The bill builds on the Framework for Action developed by the Movement towards Violence as a Health Issue, co-chaired by Dr. David Satcher, former Surgeon General of the United States, Dr. Al Sommer, former Dean of the Johns Hopkins Bloomberg School of Public Health, and Dr. Gary Slutkin, founder and CEO of Cure Violence. This collaborative movement is comprised of more than 400 practitioners and community leaders representing more than 40 cities and 40 national organizations.

The Movement towards Violence as a Health Issue seeks to “fundamentally change the discourse on and approach to violence from the prevailing paradigm that understands violence as moral corruption or human failing that only applies punitive strategies to address the issue, to one that includes an understanding and addressing of violence as a health problem – an epidemic.”

While a source for the funding for the initiatives detailed in the proposal has not yet been announced, $1 billion is a fraction of the cost that violence incurs in the United States. Initial hospitalizations for gunshot wounds alone cost the U.S. more than $700 million every year. The Institute for Peace and Economics estimates that costs associated with violence in the U.S. total nearly $460 billion. This should be a clear bipartisan priority.

The funding, disseminated through the NCVP, would be predominantly directed to health departments, universities and community-based organizations seeking to develop or expand proven practices that address the underlying issues contributing to the perpetuation of violence, and provide individuals and communities with resources to heal from traumatic experiences. These efforts are more crucial than ever as we continue to see an increase in violence in many cities across the country.

With 152 homicides so far this year, Baltimore, where I live, is facing its deadliest year on record, up 32 percent from the same time a year ago. The Baltimore Sun reports, “In absolute numbers, Baltimore trailed only Chicago in homicides through May.
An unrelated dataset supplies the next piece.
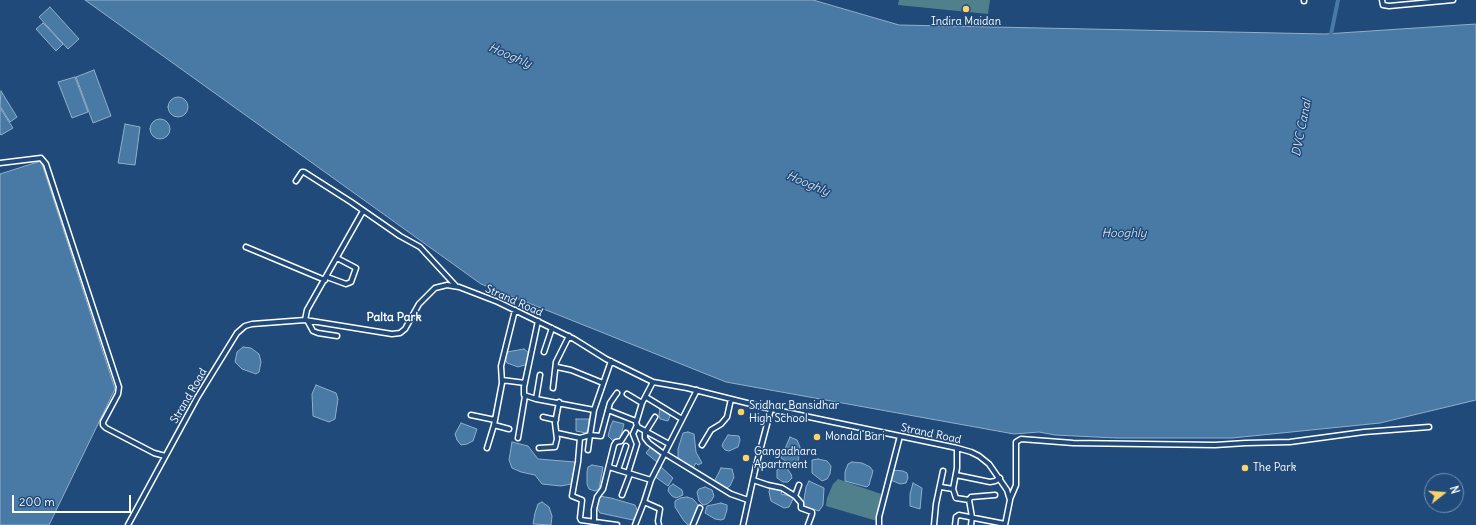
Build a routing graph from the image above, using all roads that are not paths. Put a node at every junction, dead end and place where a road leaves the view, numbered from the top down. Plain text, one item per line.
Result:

Chicago had 240 — but it’s five times larger than Baltimore.” Baltimore, as with other major U.S. cities, has prevention efforts underway, but these programs face budget cuts and limited funding needed to have a city-wide impact.

The Trump administration, with leadership from Attorney General Jeff Sessions, has called for a focus to be placed on law and order responses to violence and crime, but city and state leaders (including law enforcement leaders) across the country have come to recognize that this is an issue we cannot arrest our way out of.

Progressive and bipartisan changes are happening at the state level across the country. One of the most recent examples was the decision by the Republican Attorney General of Ohio to invest $2.6 million in Victims of Crime Act (VOCA) grants to establish a statewide trauma recovery network modeled after California’s network of Trauma Recovery Centers. This comprehensive effort provides much needed support and advocacy services to survivors of violence and their relatives.

Oppressive and discriminatory sentencing and policing practices have only further increased the conditions that contribute to susceptibility to violence and persistent inequities. We need to be treating violence as the health crisis that it is.

Echoing leaders in the health field, including former surgeon general’s, city health commissioners, and organizations such as the American Medical Association and the American Public Health Association, Quigley wrote in an op-ed in April, “We have seen the success [the public health approach] has had on various other potentially unsafe conditions from water sanitation and birth outcomes to disease prevention; just Imagine if we unleashed the power of health care and public health on violence as well.”

Instead of criminalizing people, we need our systems across all sectors to be helping individuals and communities heal from all forms of historical and ongoing violence. If city, state, and national leaders want to end the spread of violence and help communities reach healthier and more equitable outcomes, they must prioritize violence as a health issue that can be prevented.

Matan Zeimer is a New Economy Maryland Fellow at the Institute for Policy Studies.